Going west is okay, obviously.
No one else first try PRIVATE ESCORT for 4d, then?
For me, too, this was easier than yesterday’s, but it still made me work for some of the answers. I couldn’t parse ORIGAMI. My favourites are TORUS, GROTTO, INFERNO, REVOLUTIONARY and particularly REVERE.
Thanks to Picaroon and Andrew.
With apologies for my sporadic appearances of late, and the fact that I never properly introduced myself to begin with either, I thought this a fine puzzle from Picaroon, even if perhaps easier than some from this setter.

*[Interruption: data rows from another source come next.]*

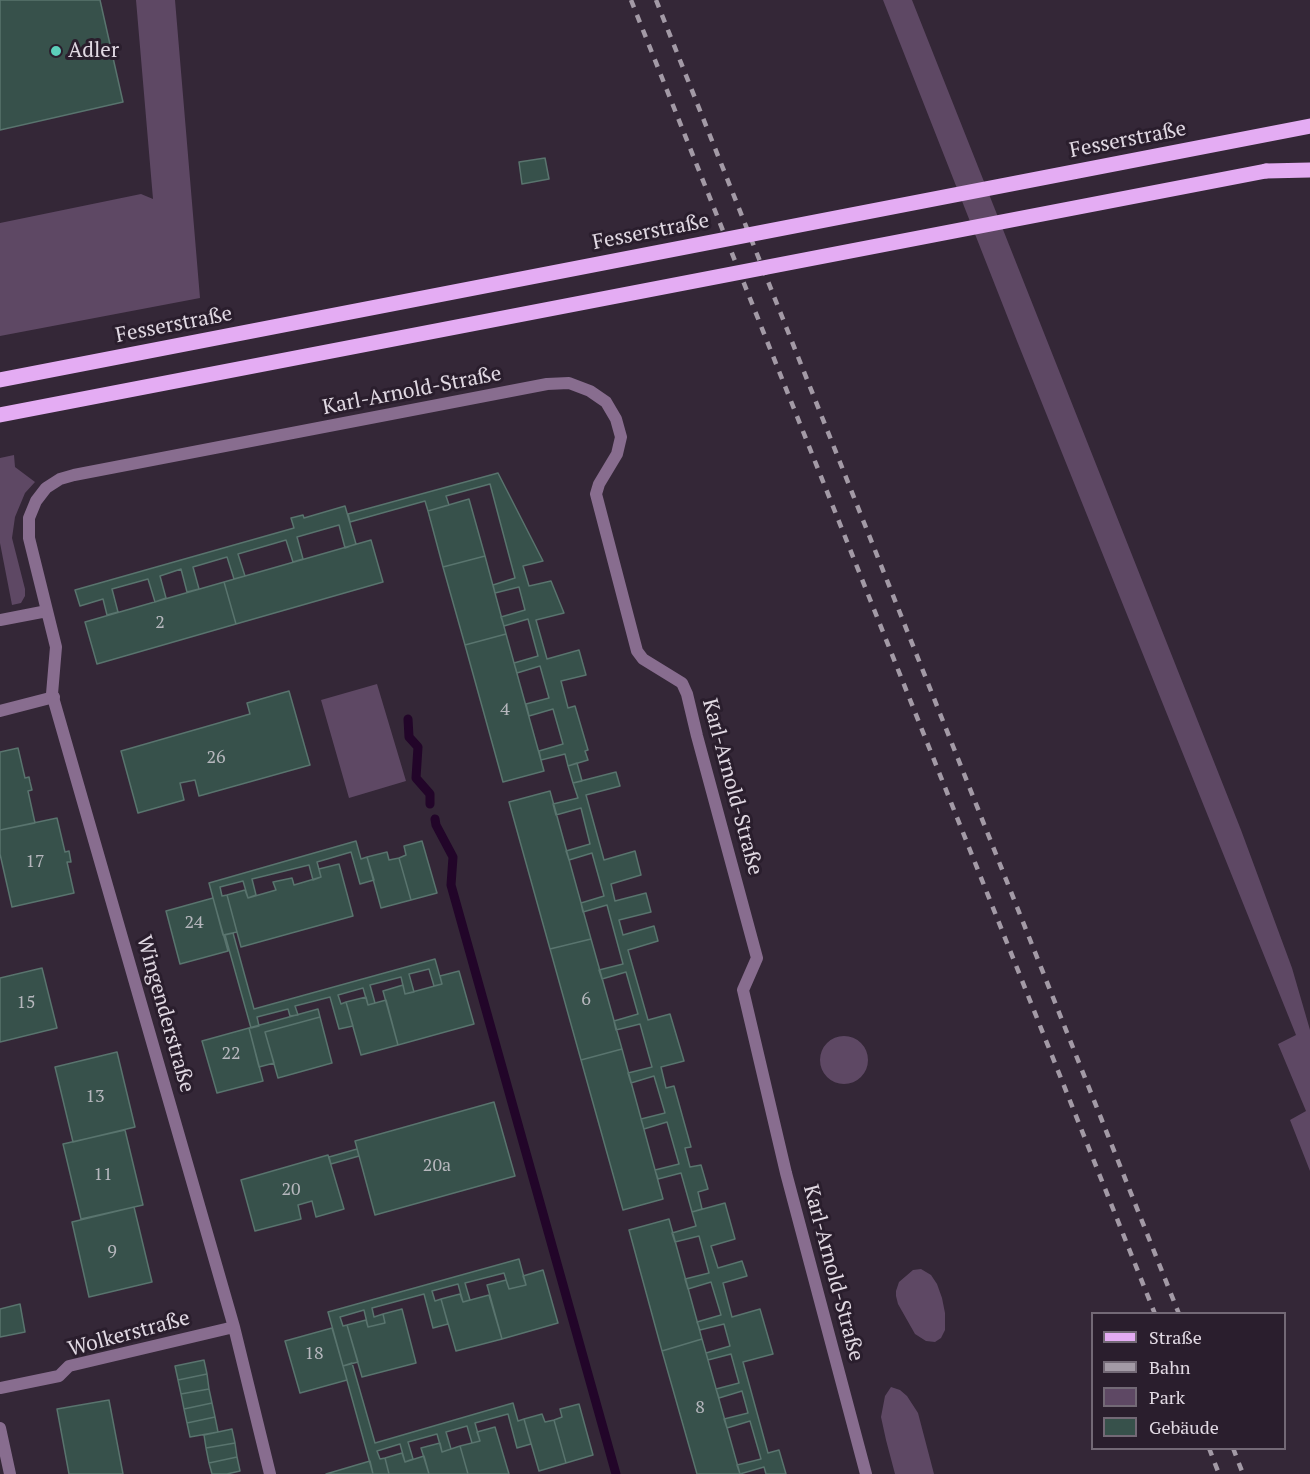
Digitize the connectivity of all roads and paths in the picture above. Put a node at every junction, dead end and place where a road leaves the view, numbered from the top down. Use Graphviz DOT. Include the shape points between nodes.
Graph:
graph roads {
  1 [pos="1310,126"];
  2 [pos="1310,170"];
  3 [pos="0,380"];
  4 [pos="0,415"];
  5 [pos="47,611"];
  6 [pos="0,619"];
  7 [pos="54,697"];
  8 [pos="0,711"];
  9 [pos="234,1327"];
  10 [pos="0,1388"];
  11 [pos="0,1428"];
  12 [pos="10,1474"];
  13 [pos="270,1474"];
  14 [pos="866,1474"];
  1 -- 3 [label="main road, Fesserstraße, bridge"];
  2 -- 4 [label="main road, bridge" via="1266,171"];
  5 -- 6 [label="street"];
  5 -- 7 [label="street, Wingenderstraße" via="56,647"];
  5 -- 14 [label="street, Karl-Arnold-Straße" via="28,538 29,518 46,488 60,479 547,384 569,383 606,402 621,437 617,454 596,494 637,651 643,659 682,683 687,694 757,958 743,990 786,1173"];
  7 -- 8 [label="street"];
  7 -- 9 [label="street, Wingenderstraße"];
  9 -- 10 [label="street, Wolkerstraße" via="69,1366 59,1376"];
  9 -- 13 [label="street, Wingenderstraße"];
  11 -- 12 [label="street"];
}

My only petty quibble was the rather “in” clue for REVERE, much as I like to be reminded of Araucaria. Not being well read, I was only introduced to the former by the first verse of Bob Dylan’s Tombstone Blues:
“The sweet pretty things are in bed now, of course
The city fathers, they’re trying to endorse
The reincarnation of Paul Revere’s horse
But the town has no need to be nervous”
(The last line rhymes with the next verse’s one. Well, nearly, as was his wont).

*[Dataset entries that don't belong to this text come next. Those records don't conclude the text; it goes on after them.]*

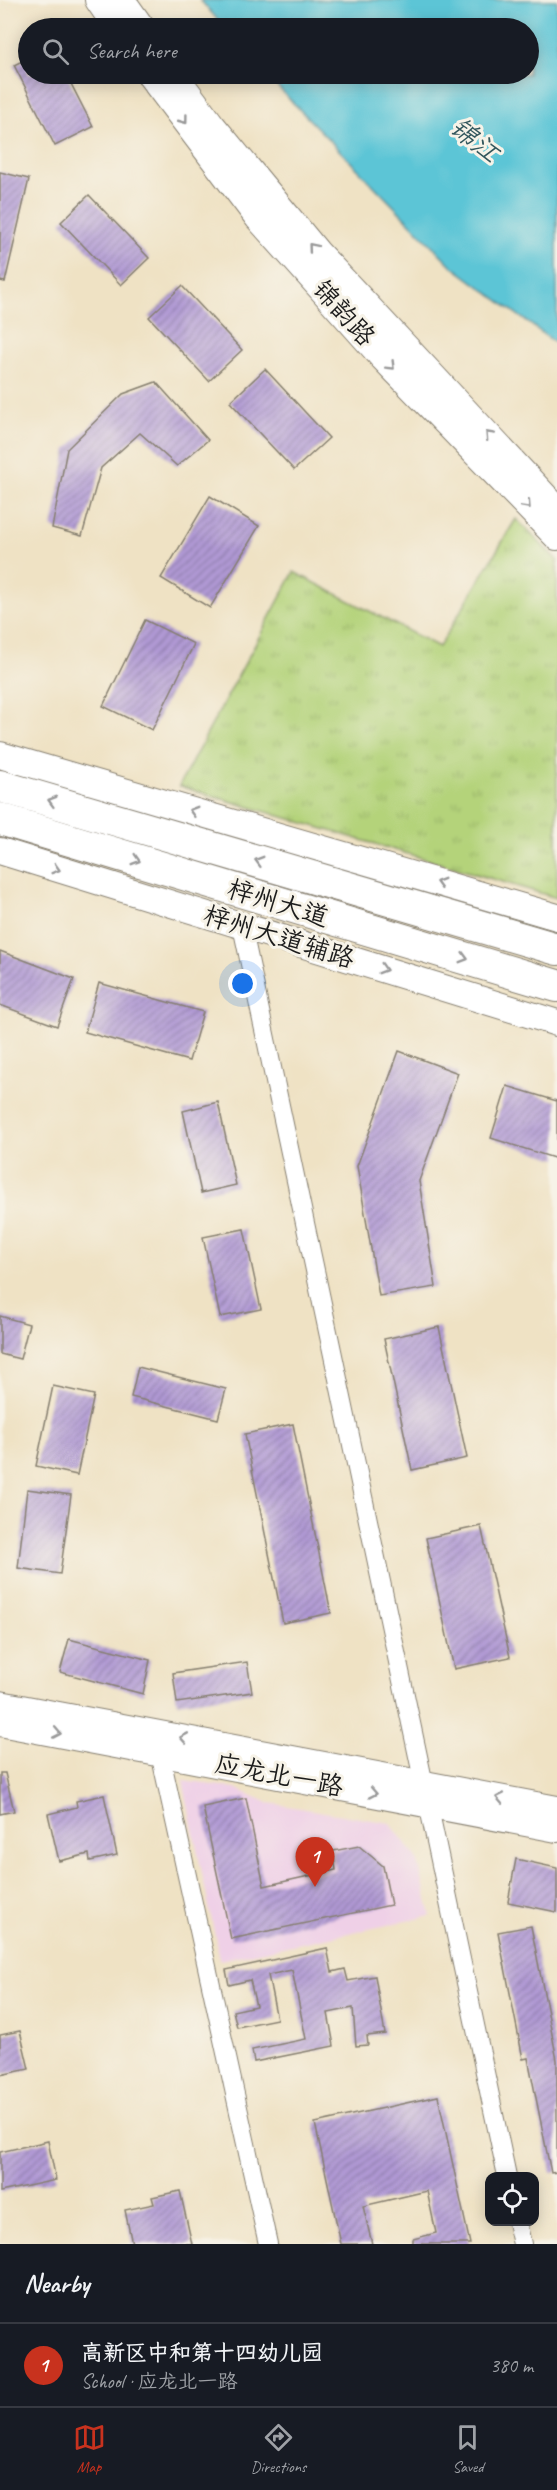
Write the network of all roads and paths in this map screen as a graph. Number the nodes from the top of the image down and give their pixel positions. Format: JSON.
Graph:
{"nodes":[{"id":1,"x":98,"y":0,"type":"edge"},
{"id":2,"x":122,"y":0,"type":"edge"},
{"id":3,"x":110,"y":18,"type":"edge"},
{"id":4,"x":135,"y":18,"type":"edge"},
{"id":5,"x":157,"y":84,"type":"edge"},
{"id":6,"x":181,"y":84,"type":"edge"},
{"id":7,"x":557,"y":509,"type":"edge"},
{"id":8,"x":557,"y":537,"type":"edge"},
{"id":9,"x":0,"y":755,"type":"edge"},
{"id":10,"x":0,"y":786,"type":"edge"},
{"id":11,"x":0,"y":819,"type":"edge"},
{"id":12,"x":0,"y":851,"type":"edge"},
{"id":13,"x":293,"y":871,"type":"junction"},
{"id":14,"x":557,"y":917,"type":"edge"},
{"id":15,"x":242,"y":926,"type":"junction"},
{"id":16,"x":557,"y":926,"type":"edge"},
{"id":17,"x":557,"y":949,"type":"edge"},
{"id":18,"x":547,"y":984,"type":"edge"},
{"id":19,"x":557,"y":1023,"type":"edge"},
{"id":20,"x":0,"y":1704,"type":"edge"},
{"id":21,"x":0,"y":1723,"type":"edge"},
{"id":22,"x":160,"y":1753,"type":"junction"},
{"id":23,"x":426,"y":1793,"type":"junction"},
{"id":24,"x":557,"y":1809,"type":"edge"},
{"id":25,"x":557,"y":1829,"type":"edge"},
{"id":26,"x":506,"y":2172,"type":"edge"},
{"id":27,"x":518,"y":2226,"type":"edge"},
{"id":28,"x":268,"y":2244,"type":"edge"},
{"id":29,"x":522,"y":2244,"type":"edge"}],
"edges":[{"from":1,"to":3,"type":"street"},
{"from":2,"to":4,"type":"street"},
{"from":5,"to":8,"type":"street","name":"锦韵路","one_way":true},
{"from":7,"to":6,"type":"street","name":"锦韵路","one_way":true},
{"from":14,"to":9,"type":"street","one_way":true},
{"from":13,"to":10,"type":"highway","name":"梓州大道","one_way":true},
{"from":11,"to":18,"type":"highway","name":"梓州大道","one_way":true},
{"from":12,"to":15,"type":"street","name":"梓州大道辅路","one_way":true},
{"from":13,"to":16,"type":"street"},
{"from":13,"to":17,"type":"highway","name":"梓州大道"},
{"from":15,"to":19,"type":"street","name":"梓州大道辅路","one_way":true},
{"from":15,"to":23,"type":"street"},
{"from":23,"to":20,"type":"street","name":"应龙北一路","one_way":true},
{"from":21,"to":22,"type":"street","name":"应龙北一路","one_way":true},
{"from":22,"to":23,"type":"street","name":"应龙北一路","one_way":true},
{"from":22,"to":28,"type":"street"},
{"from":24,"to":23,"type":"street","name":"应龙北一路","one_way":true},
{"from":23,"to":25,"type":"street","name":"应龙北一路"},
{"from":23,"to":26,"type":"street"},
{"from":27,"to":29,"type":"street"}]}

Many thanks to one and all, and a very late hello to all you good gentlefolk.
Thanks Andrew and Picaroon.
My favourites were MEANDER, REVERE, TORUS, SPHERE, GREAT APE & AGONISE (LOI). I also liked TEA FOR TWO & OFT-TIMES.
I was unable to parse the DASH in 16d – very clever!
New words for me were FOURTH ESTATE = the press and TORUS.
Go west is surely anagram indicator as in ‘he’s gone west.’
Thanks Picaroon and Andrew
Did this one yesterday and also found it quite a bit easier than what this setter usually puts forward -an unheard of half hour solve for him. Still lots to like, with the normal wide array of device types throughout. Particularly liked TEA FOR TWO and the two long across ones at 13 and 17.
Finished up in the NE corner with the very busy HONEYBEE, REFRAIN (had to do a double take – our football umpires / referees were typically dressed in white and now green – had to get the thinking back to the EPL) and HI TECH (was looking for a problem that had IT as the electronic gadgets for way too long) as the last one in.
I think ‘from the west’ is indeed an error. To be a correct reversal it should be ‘going west’ or ‘from the east’.
The latter would work fine here given that the direction is not required for the definition.
It would be nice if the setters dropped in here now and then to address us.